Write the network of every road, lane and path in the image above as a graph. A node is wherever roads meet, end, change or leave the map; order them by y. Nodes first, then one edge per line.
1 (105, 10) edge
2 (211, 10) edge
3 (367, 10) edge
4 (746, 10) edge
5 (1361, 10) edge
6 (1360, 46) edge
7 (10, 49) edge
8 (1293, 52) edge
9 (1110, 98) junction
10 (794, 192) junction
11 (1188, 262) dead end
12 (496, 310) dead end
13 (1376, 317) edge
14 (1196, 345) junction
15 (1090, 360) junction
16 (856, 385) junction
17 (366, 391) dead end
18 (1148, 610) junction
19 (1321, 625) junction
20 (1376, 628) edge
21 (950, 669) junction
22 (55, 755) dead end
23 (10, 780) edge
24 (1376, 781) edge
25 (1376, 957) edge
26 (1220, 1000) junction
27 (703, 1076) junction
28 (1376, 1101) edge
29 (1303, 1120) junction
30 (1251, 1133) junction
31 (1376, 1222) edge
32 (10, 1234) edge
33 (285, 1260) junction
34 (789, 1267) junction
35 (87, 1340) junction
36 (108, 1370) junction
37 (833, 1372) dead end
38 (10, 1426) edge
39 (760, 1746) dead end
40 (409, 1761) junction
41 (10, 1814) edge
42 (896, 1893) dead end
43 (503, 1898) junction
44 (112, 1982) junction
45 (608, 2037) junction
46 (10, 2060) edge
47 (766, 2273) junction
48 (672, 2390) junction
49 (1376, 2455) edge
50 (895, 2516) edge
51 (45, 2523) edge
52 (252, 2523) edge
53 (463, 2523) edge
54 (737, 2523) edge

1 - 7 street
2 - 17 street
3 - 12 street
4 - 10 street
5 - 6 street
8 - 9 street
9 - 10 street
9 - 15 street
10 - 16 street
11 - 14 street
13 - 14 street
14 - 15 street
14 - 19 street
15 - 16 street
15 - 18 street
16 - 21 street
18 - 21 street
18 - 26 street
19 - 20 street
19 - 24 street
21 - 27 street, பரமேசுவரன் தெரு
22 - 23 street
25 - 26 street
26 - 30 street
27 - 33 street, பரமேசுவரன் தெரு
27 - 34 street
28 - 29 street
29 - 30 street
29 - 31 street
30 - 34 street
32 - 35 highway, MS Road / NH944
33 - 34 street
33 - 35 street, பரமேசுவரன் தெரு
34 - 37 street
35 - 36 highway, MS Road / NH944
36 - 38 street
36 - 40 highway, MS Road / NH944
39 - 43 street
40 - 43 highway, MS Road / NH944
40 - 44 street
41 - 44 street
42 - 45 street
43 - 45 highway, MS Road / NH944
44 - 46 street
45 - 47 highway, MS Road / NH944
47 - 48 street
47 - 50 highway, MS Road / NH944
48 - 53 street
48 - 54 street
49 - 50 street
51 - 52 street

....................

* _Exercise directions_
Provide a verbatim reproduction of all the records.

* _Exercise solution_
Write the network of every road, lane and path in the image above as a graph. A node is wherever roads meet, end, change or leave the map; order them by y. Nodes first, then one edge per line.
1 (105, 10) edge
2 (211, 10) edge
3 (367, 10) edge
4 (746, 10) edge
5 (1361, 10) edge
6 (1360, 46) edge
7 (10, 49) edge
8 (1293, 52) edge
9 (1110, 98) junction
10 (794, 192) junction
11 (1188, 262) dead end
12 (496, 310) dead end
13 (1376, 317) edge
14 (1196, 345) junction
15 (1090, 360) junction
16 (856, 385) junction
17 (366, 391) dead end
18 (1148, 610) junction
19 (1321, 625) junction
20 (1376, 628) edge
21 (950, 669) junction
22 (55, 755) dead end
23 (10, 780) edge
24 (1376, 781) edge
25 (1376, 957) edge
26 (1220, 1000) junction
27 (703, 1076) junction
28 (1376, 1101) edge
29 (1303, 1120) junction
30 (1251, 1133) junction
31 (1376, 1222) edge
32 (10, 1234) edge
33 (285, 1260) junction
34 (789, 1267) junction
35 (87, 1340) junction
36 (108, 1370) junction
37 (833, 1372) dead end
38 (10, 1426) edge
39 (760, 1746) dead end
40 (409, 1761) junction
41 (10, 1814) edge
42 (896, 1893) dead end
43 (503, 1898) junction
44 (112, 1982) junction
45 (608, 2037) junction
46 (10, 2060) edge
47 (766, 2273) junction
48 (672, 2390) junction
49 (1376, 2455) edge
50 (895, 2516) edge
51 (45, 2523) edge
52 (252, 2523) edge
53 (463, 2523) edge
54 (737, 2523) edge

1 - 7 street
2 - 17 street
3 - 12 street
4 - 10 street
5 - 6 street
8 - 9 street
9 - 10 street
9 - 15 street
10 - 16 street
11 - 14 street
13 - 14 street
14 - 15 street
14 - 19 street
15 - 16 street
15 - 18 street
16 - 21 street
18 - 21 street
18 - 26 street
19 - 20 street
19 - 24 street
21 - 27 street, பரமேசுவரன் தெரு
22 - 23 street
25 - 26 street
26 - 30 street
27 - 33 street, பரமேசுவரன் தெரு
27 - 34 street
28 - 29 street
29 - 30 street
29 - 31 street
30 - 34 street
32 - 35 highway, MS Road / NH944
33 - 34 street
33 - 35 street, பரமேசுவரன் தெரு
34 - 37 street
35 - 36 highway, MS Road / NH944
36 - 38 street
36 - 40 highway, MS Road / NH944
39 - 43 street
40 - 43 highway, MS Road / NH944
40 - 44 street
41 - 44 street
42 - 45 street
43 - 45 highway, MS Road / NH944
44 - 46 street
45 - 47 highway, MS Road / NH944
47 - 48 street
47 - 50 highway, MS Road / NH944
48 - 53 street
48 - 54 street
49 - 50 street
51 - 52 street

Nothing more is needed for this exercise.